### Task instructions
Report, as a single figure, how many lines in the records below include "الشعراوى".

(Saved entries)

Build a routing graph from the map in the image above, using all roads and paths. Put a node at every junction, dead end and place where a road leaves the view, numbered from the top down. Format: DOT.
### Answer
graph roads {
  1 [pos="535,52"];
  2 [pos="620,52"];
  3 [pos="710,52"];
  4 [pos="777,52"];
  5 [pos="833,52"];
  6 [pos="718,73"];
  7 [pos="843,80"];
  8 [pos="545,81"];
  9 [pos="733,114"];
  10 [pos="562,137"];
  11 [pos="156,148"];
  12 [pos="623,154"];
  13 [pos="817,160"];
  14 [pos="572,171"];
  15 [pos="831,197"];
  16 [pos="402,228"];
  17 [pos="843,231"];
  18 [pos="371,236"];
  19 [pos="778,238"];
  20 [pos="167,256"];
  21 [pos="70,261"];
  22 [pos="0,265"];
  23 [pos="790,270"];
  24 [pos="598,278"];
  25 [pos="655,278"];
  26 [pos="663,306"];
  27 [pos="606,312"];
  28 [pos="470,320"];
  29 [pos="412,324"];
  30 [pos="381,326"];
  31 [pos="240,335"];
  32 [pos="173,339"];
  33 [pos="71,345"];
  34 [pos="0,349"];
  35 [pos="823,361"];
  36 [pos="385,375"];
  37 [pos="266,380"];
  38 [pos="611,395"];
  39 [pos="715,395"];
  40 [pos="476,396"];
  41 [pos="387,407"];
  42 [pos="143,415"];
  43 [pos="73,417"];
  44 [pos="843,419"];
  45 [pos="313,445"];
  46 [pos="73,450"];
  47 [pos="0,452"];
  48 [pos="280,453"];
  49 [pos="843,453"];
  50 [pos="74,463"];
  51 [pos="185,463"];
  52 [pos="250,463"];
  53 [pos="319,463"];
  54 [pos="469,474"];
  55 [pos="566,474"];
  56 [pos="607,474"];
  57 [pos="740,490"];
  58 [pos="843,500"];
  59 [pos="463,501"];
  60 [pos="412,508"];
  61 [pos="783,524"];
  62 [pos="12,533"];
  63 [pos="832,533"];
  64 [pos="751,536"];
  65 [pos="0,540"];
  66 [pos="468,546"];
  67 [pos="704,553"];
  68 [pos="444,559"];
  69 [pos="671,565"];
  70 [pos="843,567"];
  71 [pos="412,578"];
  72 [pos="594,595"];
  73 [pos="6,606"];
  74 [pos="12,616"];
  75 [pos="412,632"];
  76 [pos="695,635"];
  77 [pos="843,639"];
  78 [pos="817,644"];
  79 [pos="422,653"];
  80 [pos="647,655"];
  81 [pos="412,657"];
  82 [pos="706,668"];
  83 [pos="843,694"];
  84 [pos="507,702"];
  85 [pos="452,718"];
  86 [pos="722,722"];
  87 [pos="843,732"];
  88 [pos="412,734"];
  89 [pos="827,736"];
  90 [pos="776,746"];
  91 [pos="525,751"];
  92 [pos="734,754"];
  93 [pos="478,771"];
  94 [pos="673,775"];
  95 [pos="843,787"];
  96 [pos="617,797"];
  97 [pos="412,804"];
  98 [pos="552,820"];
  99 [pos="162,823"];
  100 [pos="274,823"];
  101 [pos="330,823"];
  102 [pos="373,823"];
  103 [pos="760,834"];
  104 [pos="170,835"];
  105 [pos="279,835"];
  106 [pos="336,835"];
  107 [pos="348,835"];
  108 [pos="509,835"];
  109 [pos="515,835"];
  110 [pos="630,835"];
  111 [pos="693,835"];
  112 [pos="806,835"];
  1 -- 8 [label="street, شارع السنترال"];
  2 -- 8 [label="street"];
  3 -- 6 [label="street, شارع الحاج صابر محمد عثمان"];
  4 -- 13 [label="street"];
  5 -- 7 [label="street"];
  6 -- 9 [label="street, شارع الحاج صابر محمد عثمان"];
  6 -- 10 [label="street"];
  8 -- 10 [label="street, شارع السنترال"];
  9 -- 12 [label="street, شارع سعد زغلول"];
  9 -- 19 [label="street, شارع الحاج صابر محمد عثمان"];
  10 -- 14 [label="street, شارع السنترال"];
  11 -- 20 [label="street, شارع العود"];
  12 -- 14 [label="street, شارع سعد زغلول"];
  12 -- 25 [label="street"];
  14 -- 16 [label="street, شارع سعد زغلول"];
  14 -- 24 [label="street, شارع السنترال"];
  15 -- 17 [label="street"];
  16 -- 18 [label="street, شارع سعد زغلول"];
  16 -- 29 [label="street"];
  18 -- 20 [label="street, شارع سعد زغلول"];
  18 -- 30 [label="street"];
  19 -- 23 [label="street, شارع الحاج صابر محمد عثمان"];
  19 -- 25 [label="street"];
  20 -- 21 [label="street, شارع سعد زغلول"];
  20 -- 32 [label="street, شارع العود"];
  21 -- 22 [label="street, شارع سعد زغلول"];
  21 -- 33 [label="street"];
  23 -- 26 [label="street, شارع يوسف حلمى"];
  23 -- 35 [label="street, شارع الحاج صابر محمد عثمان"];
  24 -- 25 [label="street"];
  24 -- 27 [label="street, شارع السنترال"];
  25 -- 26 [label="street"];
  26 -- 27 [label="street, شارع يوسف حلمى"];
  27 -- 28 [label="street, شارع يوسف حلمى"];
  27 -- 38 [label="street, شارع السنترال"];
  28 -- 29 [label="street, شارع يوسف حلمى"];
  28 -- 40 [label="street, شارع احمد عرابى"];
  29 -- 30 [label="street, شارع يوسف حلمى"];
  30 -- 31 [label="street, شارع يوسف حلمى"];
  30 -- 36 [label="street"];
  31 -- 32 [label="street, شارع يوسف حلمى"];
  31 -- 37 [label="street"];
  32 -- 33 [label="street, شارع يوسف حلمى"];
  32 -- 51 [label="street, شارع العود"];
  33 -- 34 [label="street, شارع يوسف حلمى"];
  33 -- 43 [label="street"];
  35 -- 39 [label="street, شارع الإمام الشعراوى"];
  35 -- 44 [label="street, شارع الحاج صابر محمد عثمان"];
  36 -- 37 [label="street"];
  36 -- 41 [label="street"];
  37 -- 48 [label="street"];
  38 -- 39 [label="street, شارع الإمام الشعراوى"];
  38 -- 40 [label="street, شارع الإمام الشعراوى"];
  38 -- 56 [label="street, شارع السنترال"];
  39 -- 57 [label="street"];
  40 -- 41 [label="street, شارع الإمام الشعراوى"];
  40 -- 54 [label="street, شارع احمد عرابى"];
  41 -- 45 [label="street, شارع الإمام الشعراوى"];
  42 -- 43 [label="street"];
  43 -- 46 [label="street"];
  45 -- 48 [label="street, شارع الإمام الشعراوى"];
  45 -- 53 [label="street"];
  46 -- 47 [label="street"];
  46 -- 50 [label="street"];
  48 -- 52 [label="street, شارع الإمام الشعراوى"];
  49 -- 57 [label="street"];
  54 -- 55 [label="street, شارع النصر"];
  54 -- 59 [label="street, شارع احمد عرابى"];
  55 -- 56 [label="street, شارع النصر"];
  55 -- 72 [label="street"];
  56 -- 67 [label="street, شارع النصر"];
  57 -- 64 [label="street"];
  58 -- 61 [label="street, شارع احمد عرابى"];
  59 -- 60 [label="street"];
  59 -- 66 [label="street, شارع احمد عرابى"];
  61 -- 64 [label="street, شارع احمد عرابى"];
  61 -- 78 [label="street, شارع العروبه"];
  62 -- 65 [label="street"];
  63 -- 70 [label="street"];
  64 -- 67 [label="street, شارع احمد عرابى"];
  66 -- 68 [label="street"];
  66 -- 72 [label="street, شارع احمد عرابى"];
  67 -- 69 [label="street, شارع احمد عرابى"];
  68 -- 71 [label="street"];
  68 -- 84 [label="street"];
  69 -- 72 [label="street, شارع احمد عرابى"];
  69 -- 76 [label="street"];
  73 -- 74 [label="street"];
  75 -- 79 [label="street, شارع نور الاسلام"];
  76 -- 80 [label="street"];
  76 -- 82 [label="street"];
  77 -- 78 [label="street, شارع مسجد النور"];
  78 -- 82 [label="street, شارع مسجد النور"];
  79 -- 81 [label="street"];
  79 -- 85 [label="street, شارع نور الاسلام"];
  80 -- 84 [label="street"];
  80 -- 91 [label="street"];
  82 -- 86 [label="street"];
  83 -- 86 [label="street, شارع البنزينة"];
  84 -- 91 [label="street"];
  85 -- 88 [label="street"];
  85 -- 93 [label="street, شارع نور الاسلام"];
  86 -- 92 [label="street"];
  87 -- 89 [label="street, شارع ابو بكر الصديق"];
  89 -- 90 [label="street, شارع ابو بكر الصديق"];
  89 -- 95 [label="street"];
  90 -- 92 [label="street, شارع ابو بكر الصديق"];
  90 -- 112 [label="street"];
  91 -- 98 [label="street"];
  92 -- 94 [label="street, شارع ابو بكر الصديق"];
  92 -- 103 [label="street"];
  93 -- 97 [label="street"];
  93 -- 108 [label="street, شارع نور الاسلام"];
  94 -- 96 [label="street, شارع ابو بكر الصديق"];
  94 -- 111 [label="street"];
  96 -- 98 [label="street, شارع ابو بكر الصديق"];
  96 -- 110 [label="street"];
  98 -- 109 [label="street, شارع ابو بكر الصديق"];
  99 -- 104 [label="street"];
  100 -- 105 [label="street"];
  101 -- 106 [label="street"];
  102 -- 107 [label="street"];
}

### Response box
7